DATA TO PROCESS
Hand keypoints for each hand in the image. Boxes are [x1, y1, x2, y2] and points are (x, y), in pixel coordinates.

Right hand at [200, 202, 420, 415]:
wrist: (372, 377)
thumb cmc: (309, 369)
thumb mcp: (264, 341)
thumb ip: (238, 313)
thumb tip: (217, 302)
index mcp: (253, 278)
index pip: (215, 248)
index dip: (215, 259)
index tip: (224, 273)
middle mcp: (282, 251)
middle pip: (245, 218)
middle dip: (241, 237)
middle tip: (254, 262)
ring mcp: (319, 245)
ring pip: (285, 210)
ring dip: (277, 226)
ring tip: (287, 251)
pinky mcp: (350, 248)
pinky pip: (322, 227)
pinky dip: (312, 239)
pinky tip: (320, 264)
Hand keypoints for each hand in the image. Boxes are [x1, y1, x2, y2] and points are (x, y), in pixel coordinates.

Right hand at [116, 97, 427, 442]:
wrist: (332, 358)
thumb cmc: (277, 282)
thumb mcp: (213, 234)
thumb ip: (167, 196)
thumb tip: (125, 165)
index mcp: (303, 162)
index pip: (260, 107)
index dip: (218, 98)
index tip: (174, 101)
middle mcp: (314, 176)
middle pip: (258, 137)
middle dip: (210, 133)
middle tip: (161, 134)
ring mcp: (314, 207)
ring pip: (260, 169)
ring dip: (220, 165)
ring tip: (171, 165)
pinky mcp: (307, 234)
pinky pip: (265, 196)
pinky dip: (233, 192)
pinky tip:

WHAT THE TASK REQUIRES
Every line of the listing that holds the word "hand" should be counted. Please give that number only.

TASK SOLUTION
4